Le marché américain de plus en plus dur

Le marché américain de plus en plus dur

Les opérateurs étrangers devront bientôt remplir certaines conditions pour exporter leurs produits dans le marché américain. A partir de juin 2006, une nouvelle réglementation relative à la traçabilité sera appliquée. Signataire d’un ALE avec les USA, le Maroc est concerné. D’ailleurs, selon les informations du secteur, des inspecteurs de la puissante FDA (Food and Drug Administration), organe fédéral qui a la primauté sur le contrôle des produits alimentaires, se rendraient prochainement au Maroc. Enjeu : vérifier la situation de certains secteurs comme la conserve de poisson, la sardine congelée, produits exportés  en  Amérique et accessoirement en Amérique latine, mais devenus peu compétitifs avec l’entrée en vigueur du Mercosur.
Cette loi sur la traçabilité concerne la création et la tenue des registres.
Précision importante : le textile stipule l’obligation pour la marchandise de transiter par un port équipé de scanners, technologies en installation dans les plates-formes marocaines.  En général, ces nouvelles exigences renforcent la loi sur le bio-terrorisme entrée en vigueur l’année dernière. Premiers concernés les produits alimentaires. 

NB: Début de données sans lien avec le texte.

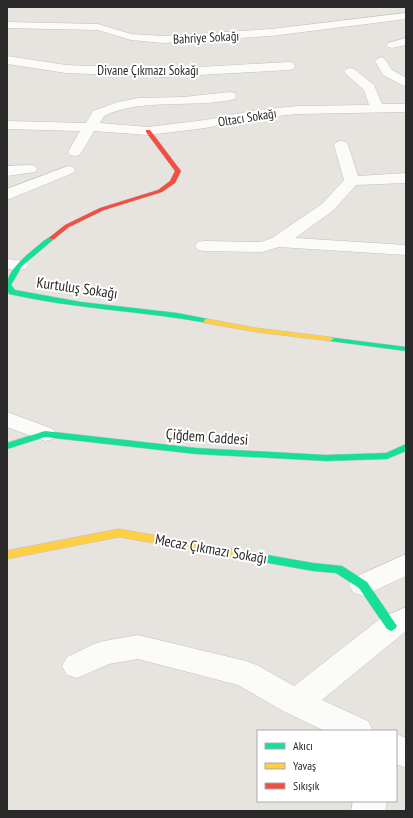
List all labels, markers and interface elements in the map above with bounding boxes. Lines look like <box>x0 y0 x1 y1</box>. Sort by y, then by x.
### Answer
street label: Bahriye Sokağı <box>172 27 240 48</box>
street label: Divane Çıkmazı Sokağı <box>97 62 199 79</box>
street label: Oltacı Sokağı <box>217 104 278 131</box>
street label: Kurtuluş Sokağı <box>35 272 119 303</box>
street label: Çiğdem Caddesi <box>165 424 249 449</box>
street label: Mecaz Çıkmazı Sokağı <box>154 529 268 568</box>
legend <box>257 730 397 802</box>
text: Akıcı <box>293 738 313 753</box>
text: Yavaş <box>293 758 316 773</box>
text: Sıkışık <box>293 778 320 793</box>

Un exportateur marocain du Souss engagé à l’export de produits agroalimentaires dans le marché US doit mentionner dans son registre le nom de sa société, son adresse ainsi que l’adresse électronique, le numéro de téléphone, les coordonnées du transporteur ayant livré le produit, le fabricant, la société de conditionnement ou d’emballage, le numéro du lot et toute identification disponible.
Le destinataire du produit, installé dans le marché américain, doit lui aussi inclure les mêmes renseignements dans ses registres et préciser, en outre, le type de produit, la marque, la variété spécifique, la date d’expédition, la qualité et le type d’emballage.
Des spécifications à la portée de l’industrie de transformation des produits de la pêche comme l’a précisé, Hassan Sentissi, président de la FENIP : «La traçabilité ne nous fait pas peur.
Nous n’avons pas attendu ces nouvelles règles pour nous y engager. Le secteur de la transformation de produits de pêche est au top en matière de réglementation».
Un point de vue guère différent de celui d’Abderrazak Amiri, président de l’Union nationale des industries de conserverie des Poissons (UNICOP).
«Notre secteur  est globalement plus avancé sur la question de la traçabilité que d’autres activités. Il conviendra sans doute de faire un ajustement entre la réglementation européenne et celle américaine.
Ces dernières, poursuit-il, insistent en général sur les normes HACPP, le glaçage et la situation du poisson au niveau de l’amont».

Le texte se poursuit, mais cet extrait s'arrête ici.